*** Supplied records ***
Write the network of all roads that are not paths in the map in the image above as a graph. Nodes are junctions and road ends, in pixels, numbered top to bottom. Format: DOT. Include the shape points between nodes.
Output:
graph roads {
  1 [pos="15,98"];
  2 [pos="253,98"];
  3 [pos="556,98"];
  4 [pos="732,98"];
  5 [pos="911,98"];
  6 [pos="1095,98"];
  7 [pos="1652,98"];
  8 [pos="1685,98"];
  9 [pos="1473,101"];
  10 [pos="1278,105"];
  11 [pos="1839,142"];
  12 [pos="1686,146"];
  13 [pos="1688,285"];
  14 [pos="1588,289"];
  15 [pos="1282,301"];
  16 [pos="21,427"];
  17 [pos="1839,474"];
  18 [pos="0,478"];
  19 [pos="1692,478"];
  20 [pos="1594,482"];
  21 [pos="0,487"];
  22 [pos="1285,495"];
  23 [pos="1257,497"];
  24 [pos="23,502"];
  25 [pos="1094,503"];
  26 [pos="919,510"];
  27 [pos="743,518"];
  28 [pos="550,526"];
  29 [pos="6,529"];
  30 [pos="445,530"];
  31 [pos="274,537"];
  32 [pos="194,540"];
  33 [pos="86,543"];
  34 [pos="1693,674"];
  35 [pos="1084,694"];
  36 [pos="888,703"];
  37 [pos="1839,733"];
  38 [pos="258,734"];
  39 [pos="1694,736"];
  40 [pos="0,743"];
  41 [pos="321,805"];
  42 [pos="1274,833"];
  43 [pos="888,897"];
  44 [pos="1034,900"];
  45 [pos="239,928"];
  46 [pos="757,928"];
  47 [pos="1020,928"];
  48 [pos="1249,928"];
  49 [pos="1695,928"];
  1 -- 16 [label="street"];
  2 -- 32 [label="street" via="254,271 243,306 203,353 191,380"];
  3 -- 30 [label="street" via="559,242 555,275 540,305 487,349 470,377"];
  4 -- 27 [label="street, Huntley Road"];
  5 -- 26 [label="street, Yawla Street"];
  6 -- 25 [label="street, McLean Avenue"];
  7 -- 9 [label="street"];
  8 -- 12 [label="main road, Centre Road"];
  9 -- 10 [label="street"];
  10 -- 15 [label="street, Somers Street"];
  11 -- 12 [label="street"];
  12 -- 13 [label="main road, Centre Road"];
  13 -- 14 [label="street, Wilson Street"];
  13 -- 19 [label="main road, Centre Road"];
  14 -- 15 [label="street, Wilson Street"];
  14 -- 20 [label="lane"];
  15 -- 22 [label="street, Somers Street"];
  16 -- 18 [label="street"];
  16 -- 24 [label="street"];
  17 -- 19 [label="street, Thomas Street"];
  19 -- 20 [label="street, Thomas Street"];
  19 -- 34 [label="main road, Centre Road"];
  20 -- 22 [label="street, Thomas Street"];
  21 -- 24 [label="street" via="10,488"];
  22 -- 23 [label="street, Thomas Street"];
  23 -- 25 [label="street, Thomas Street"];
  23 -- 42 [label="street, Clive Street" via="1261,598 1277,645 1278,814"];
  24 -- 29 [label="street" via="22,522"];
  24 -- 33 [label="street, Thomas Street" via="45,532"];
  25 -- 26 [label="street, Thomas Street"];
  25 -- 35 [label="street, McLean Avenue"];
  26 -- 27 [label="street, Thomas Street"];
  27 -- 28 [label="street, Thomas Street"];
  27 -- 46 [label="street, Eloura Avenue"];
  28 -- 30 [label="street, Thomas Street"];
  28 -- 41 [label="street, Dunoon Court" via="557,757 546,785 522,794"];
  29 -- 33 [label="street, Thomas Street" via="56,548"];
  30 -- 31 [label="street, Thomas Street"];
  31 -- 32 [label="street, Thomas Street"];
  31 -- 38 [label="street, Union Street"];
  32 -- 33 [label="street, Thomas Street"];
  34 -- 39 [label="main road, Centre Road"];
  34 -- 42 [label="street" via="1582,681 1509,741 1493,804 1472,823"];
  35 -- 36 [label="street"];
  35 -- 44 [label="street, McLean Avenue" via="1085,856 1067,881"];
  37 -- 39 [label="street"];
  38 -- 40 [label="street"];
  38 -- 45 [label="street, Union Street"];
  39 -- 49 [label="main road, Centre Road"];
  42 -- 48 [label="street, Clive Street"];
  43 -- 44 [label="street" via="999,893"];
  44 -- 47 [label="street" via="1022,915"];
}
*** End of Supplied records ***
■ Your instructions: Each line of the listing above that contains the word "Clive" counts once; please give the total and nothing more.

■ Your solution: 2